Record airline profits help pay for posh LAX lounges

The lounge shared by Qantas, Cathay Pacific and British Airways at LAX is newly expanded and upgraded for premium passengers.

The lounge shared by Qantas, Cathay Pacific and British Airways at LAX is newly expanded and upgraded for premium passengers.

(Matt Sayles/Associated Press)

If you want to see where the world’s airlines are investing some of their record profits, check out the newly renovated airport lounges across the country, including several posh new facilities at Los Angeles International Airport.

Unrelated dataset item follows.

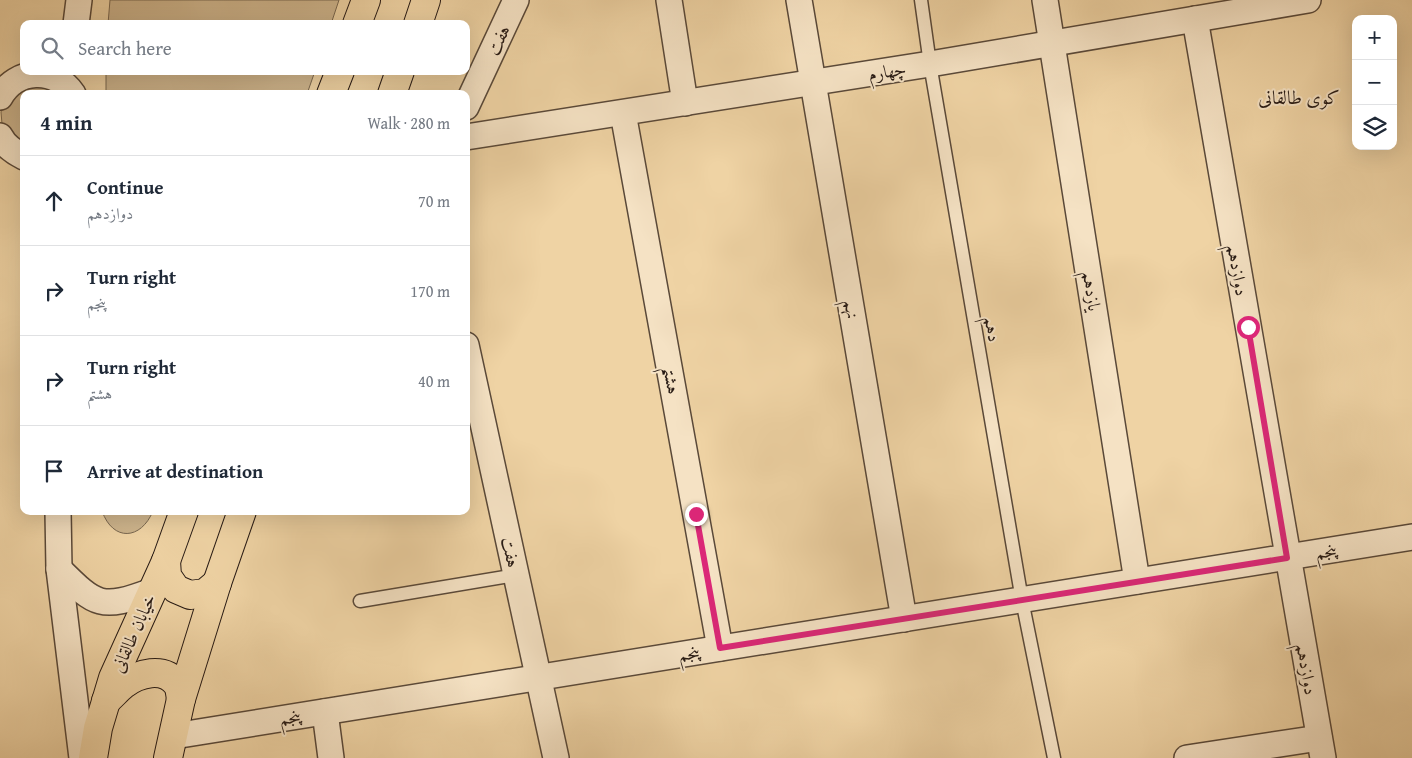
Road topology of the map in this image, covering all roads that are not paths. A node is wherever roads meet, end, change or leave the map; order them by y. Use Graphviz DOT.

The lounge upgrades are part of more than $2 billion in terminal renovations that airlines have proposed or have completed at LAX since 2012.

The bad news is that most fliers won’t get access to these swanky new digs. The upgraded lounges are almost exclusively reserved for elite fliers who buy the most expensive airline tickets.


Qantas last week unveiled a multimillion-dollar upgraded lounge that is triple its previous size and includes a second food buffet, a total of 16 shower stalls and a make-your-own juice bar. The lounge is shared with Cathay Pacific and British Airways.

In addition to the shared lounge, Qantas operates an even swankier lounge for its first-class passengers.

“Customers tell us that being able to enjoy a relaxing and welcoming space with high-quality dining options prior to flying is top of their wish list when it comes to creating the ideal lounge experience,” said Vanessa Hudson, Qantas regional general manager for the Americas.

Virgin Atlantic spent nearly $4 million to open its first lounge at LAX last month. It’s a 4,000-square-foot facility with brightly colored couch pillows, a copper-trimmed bar, a full kitchen and a digital screen that covers an entire wall.

American Airlines announced plans last week to upgrade the lounges in six major airports, including LAX. United Airlines expects to complete a renovation of its LAX lounge by 2017 as part of a $450-million renovation of Terminals 7 and 8.

Delta also expects next month to complete a lounge renovation as part of a $229-million overhaul of the airport’s Terminal 5.


But Paul Hudson, president of, a passenger advocacy group with 50,000 members, said he wishes airlines would instead invest a bigger share of their profits to cut airfares and increase legroom for fliers in the cramped economy sections.

“It’s clear that they are doing what for-profit corporations do,” he said. “They invest in things that make more profits.”